Parmi les principales recommandations issues de l’atelier figurent : l’élargissement de l’analyse de l’impact du changement climatique et des avancées technologiques sur le travail des enfants ; l’intégration des données régionales sur la pêche ; et la prise en compte des considérations de genre, en lien avec les dynamiques socioéconomiques. Les participants ont également souligné la nécessité de mieux intégrer l’aquaculture, dont le rôle dans la production alimentaire aquatique ne cesse de croître, et de développer des connaissances et orientations spécifiques pour ce sous-secteur.


Sebastian Mathew, Directeur exécutif du Collectif international d’appui aux travailleurs de la pêche (ICSF), a cité le rapport conjoint OIT-UNICEF de 2022, qui établit une corrélation claire entre une couverture accrue de la protection sociale et une baisse du travail des enfants. Comme le souligne également un rapport de la FAO, l’accès limité à la sécurité sociale est étroitement lié à des opportunités éducatives insuffisantes et constitue une menace pour la durabilité environnementale et les pratiques de gestion des pêches. L’étude d’évaluation d’impact socioéconomique menée en 2023 par la FAO et l’IPC-IG sur l’assurance chômage pour les pêcheurs artisanaux au Brésil (Seguro-Defeso) démontre également les effets positifs des programmes de protection sociale sur les pêcheurs artisanaux et leurs familles.


Les participants ont également insisté sur l’importance de renforcer le rôle des syndicats et des coopératives, conformément à la Convention n°182 de l’OIT. Ils ont reconnu le rôle essentiel des médias dans la sensibilisation et la promotion d’initiatives communautaires, et ont souligné la nécessité de mécanismes de coordination internationale pour identifier et diffuser les bonnes pratiques. Des mises à jour régulières et des études de cas nationales ont été jugées indispensables pour garantir la pertinence et l’impact du guide.
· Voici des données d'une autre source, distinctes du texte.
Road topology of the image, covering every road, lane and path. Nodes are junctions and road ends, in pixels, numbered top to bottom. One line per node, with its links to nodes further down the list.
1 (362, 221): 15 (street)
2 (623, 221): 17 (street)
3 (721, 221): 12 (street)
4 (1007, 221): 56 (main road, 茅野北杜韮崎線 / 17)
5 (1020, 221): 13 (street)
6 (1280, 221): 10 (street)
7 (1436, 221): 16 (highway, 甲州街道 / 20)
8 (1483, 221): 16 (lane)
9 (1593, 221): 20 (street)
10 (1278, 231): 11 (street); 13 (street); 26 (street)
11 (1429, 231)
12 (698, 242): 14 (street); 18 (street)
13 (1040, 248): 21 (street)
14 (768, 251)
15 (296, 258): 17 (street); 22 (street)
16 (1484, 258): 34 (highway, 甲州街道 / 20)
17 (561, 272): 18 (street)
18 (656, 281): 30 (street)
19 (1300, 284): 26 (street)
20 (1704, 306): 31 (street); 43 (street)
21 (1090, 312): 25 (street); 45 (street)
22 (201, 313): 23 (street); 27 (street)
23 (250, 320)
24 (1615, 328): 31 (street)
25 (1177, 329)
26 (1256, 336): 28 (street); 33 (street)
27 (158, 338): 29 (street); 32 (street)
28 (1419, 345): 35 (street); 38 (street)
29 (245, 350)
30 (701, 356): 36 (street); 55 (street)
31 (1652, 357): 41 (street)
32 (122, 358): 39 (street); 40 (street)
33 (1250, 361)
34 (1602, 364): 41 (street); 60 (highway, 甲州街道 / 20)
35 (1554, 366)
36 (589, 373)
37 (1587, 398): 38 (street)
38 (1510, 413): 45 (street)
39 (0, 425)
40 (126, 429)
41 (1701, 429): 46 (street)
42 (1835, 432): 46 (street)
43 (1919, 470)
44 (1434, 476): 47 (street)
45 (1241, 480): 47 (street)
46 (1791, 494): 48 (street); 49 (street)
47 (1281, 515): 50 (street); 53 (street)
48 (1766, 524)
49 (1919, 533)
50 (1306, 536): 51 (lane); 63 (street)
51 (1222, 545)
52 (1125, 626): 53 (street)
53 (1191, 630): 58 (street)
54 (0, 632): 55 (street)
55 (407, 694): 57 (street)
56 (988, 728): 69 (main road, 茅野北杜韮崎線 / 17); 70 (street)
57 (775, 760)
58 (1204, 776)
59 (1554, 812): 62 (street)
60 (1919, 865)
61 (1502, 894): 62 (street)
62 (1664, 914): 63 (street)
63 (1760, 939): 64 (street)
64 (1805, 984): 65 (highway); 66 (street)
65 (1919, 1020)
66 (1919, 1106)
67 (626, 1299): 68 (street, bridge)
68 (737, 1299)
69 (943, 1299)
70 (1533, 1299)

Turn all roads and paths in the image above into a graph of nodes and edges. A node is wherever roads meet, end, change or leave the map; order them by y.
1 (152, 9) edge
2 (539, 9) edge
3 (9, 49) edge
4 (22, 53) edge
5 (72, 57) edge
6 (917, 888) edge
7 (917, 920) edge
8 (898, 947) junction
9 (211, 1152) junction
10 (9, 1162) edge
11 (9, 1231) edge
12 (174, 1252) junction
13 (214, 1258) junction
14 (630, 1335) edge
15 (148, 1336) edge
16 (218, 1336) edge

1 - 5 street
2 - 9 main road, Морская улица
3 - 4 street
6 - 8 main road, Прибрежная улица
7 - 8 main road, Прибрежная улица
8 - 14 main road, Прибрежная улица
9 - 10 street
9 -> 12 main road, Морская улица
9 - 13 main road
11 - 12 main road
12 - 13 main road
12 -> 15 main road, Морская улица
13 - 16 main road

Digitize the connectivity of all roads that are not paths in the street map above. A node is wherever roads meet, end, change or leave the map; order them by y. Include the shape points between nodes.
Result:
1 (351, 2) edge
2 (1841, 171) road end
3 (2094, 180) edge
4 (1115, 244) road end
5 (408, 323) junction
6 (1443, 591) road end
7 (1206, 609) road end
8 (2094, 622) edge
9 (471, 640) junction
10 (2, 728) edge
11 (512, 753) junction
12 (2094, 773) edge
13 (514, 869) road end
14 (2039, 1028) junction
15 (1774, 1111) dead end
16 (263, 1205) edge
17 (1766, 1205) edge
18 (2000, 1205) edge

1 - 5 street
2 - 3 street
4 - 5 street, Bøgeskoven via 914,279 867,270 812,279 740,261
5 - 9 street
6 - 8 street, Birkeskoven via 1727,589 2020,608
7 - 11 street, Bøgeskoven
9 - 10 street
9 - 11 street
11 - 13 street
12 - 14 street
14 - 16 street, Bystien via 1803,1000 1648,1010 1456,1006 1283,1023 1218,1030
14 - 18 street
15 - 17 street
Kirill Buketov, Responsable des politiques internationales à l’Union internationale des travailleurs de l’alimentation, de l’agriculture, de l’hôtellerie, de la restauration, du tabac et des branches connexes (UITA), a déclaré : « Le travail des enfants ne survient pas dans un vide. Le combattre doit faire partie intégrante de la promotion de tous les principes et droits fondamentaux au travail, y compris la liberté d’association, la négociation collective, l’élimination du travail forcé et de la discrimination, ainsi que le droit à un environnement de travail sûr et sain. Parmi ceux-ci, la liberté d’association et la négociation collective sont essentielles, car elles permettent la réalisation des autres droits fondamentaux au travail. »

Dans les mois à venir, la FAO et l’OIT poursuivront leurs travaux pour intégrer les pratiques prometteuses et finaliser la mise à jour du guide, dont la publication est prévue en 2025. Le passage du guide à l’action est une priorité absolue. Des efforts seront ensuite déployés pour diffuser son contenu et le mettre en œuvre au niveau national à travers des approches intégrées et multipartites, via l’assistance technique et les programmes de terrain.